You can see the thread in its entirety here.

Emerson's position in this debate differed greatly and was well articulated by Dewey Kuchle in our Hydrocarbon and Energy Industry Center in Calgary.

His key points in this forum thread include:
1. Remember the objective is to have projects on budget, on schedule, and operate efficiently. The selected technology is a means to this end.
2. No one digital bus technology is best for all the types of transmitters, actuators, motors, analyzers and other process instrumentation. Each technology and how it is implemented in the various process automation systems has its strengths and weaknesses. Pick the right one for the job.
3. Nothing beats "hands on" to compare the various systems and how they implement these digital busses like Foundation Fieldbus, Profibus DP, DeviceNet, and AS-bus. This is a great way to see what it takes to engineer, install, commission, operate and maintain them.

Digital busses like Foundation fieldbus are great for much of the process measurement and actuator instrumentation.

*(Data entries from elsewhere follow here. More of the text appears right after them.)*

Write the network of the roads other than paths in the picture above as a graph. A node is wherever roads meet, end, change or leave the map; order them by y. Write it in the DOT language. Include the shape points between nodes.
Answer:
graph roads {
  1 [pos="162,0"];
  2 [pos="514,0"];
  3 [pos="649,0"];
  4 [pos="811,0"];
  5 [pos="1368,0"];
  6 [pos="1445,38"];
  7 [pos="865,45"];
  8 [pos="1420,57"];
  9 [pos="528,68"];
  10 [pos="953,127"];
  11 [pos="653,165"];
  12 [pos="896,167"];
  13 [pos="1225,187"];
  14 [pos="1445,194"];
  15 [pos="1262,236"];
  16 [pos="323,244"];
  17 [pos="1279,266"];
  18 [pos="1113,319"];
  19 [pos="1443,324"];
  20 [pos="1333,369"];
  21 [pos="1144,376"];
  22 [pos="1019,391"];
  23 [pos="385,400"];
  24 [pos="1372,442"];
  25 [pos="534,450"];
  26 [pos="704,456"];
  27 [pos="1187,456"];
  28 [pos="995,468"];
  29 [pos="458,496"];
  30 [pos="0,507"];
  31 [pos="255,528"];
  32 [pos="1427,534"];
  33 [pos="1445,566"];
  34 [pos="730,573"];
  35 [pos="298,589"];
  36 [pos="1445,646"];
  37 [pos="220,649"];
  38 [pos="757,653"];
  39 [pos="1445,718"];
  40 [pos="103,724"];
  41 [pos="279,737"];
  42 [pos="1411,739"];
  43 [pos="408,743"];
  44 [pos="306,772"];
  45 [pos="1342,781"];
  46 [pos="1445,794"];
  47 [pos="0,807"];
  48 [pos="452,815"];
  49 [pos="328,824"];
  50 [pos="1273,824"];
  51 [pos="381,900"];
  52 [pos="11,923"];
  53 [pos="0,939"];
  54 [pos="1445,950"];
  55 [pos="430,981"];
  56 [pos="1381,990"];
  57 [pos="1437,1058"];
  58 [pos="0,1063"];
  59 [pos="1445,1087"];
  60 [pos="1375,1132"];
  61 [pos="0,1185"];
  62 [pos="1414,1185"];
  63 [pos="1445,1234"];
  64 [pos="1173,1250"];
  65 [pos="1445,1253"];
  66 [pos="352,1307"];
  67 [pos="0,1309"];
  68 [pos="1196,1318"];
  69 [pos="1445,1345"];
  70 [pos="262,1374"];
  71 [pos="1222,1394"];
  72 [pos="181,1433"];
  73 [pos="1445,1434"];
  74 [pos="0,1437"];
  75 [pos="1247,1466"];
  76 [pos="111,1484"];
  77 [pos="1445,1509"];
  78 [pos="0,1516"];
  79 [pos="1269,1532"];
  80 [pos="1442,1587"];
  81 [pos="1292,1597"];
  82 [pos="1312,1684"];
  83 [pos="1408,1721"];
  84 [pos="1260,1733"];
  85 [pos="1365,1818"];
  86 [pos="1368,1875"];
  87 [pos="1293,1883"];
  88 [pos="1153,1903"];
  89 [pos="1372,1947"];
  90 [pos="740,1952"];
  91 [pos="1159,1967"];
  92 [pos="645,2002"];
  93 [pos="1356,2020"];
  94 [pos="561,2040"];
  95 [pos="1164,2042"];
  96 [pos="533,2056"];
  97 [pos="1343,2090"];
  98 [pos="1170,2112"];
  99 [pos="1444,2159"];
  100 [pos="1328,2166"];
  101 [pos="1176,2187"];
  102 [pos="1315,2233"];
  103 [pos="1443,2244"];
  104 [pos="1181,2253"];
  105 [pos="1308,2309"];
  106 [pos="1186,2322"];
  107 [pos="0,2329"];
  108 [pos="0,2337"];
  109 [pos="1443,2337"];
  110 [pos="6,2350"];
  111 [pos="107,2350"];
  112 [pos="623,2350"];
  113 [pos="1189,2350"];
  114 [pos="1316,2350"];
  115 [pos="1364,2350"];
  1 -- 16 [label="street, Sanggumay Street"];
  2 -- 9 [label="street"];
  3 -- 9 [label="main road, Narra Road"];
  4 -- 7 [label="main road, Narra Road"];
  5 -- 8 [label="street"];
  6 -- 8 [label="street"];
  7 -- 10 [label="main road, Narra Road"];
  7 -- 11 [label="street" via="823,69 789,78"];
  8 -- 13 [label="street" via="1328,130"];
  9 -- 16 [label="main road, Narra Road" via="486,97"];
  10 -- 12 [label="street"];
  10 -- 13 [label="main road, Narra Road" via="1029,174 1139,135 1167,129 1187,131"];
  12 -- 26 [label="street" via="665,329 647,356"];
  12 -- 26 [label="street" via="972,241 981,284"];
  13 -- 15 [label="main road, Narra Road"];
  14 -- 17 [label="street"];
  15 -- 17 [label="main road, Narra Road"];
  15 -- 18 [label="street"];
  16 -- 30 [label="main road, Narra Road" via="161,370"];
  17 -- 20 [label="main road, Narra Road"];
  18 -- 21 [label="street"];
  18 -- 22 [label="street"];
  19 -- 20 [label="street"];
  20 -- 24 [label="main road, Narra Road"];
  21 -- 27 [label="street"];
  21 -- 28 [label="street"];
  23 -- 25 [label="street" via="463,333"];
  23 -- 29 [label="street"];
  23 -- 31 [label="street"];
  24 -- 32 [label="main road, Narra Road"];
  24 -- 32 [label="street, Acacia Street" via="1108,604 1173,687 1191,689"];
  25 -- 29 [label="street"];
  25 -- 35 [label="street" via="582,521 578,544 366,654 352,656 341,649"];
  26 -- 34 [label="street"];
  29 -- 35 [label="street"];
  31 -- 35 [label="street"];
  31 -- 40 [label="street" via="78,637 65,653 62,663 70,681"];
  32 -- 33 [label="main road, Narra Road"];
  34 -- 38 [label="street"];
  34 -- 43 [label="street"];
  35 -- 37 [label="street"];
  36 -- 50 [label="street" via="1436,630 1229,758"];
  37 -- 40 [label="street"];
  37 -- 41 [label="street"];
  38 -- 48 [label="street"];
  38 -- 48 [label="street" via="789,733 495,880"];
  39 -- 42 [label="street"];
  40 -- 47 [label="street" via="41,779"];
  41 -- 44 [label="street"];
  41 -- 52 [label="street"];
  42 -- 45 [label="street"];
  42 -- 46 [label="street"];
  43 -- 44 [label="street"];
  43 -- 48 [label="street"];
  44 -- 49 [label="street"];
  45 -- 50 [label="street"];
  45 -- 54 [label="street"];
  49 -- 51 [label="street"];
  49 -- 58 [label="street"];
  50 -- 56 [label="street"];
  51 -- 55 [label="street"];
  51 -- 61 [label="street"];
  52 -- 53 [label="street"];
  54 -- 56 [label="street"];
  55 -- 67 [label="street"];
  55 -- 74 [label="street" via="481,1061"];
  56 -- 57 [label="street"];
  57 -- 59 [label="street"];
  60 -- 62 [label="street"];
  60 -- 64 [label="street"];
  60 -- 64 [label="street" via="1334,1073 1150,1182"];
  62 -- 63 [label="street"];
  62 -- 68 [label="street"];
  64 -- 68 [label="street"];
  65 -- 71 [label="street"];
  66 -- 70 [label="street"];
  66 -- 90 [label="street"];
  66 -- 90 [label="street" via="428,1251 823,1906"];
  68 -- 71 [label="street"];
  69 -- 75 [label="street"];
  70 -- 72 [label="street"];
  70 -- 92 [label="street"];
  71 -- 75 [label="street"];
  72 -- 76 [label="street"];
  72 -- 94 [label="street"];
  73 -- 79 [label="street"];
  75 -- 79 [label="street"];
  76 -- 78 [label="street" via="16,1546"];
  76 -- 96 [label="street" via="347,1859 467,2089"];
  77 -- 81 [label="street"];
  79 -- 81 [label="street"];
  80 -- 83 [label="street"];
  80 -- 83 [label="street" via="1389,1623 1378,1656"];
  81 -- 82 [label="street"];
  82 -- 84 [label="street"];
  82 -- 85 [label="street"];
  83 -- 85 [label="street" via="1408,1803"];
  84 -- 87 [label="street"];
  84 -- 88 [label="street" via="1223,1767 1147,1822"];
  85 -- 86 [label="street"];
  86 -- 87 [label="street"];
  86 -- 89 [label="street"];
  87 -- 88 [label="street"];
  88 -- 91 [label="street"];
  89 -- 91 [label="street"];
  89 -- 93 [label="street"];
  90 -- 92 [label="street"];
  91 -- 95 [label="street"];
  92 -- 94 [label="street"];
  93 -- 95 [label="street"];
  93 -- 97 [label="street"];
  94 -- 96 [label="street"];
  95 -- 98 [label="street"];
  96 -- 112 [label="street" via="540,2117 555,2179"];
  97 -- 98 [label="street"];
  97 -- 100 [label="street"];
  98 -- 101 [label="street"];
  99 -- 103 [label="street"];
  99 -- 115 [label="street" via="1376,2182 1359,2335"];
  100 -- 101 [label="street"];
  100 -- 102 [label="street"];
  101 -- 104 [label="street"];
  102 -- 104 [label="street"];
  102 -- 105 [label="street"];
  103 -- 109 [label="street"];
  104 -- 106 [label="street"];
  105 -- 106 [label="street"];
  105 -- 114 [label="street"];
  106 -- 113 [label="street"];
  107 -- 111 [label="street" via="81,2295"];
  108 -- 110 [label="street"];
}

It can be used, but is not as good a fit for motor control centers as DeviceNet or Profibus DP. The ideal situation is to have a single architecture that can support all of the most common busses and integrates them seamlessly, like our DeltaV system.

Conversely, these more discrete-oriented busses cannot pass back to the engineers, operators, and maintenance personnel the predictive diagnostics that intelligent measurement and actuator instrumentation contain that help run the process more efficiently and with fewer upsets.

Most of the reasons for the differences are the analog or discrete starting points of the technologies. Without delving into longer explanations, I will point to PlantWeb University's Engineering School which goes into the choices and tradeoffs in the "Choosing the right bus" section.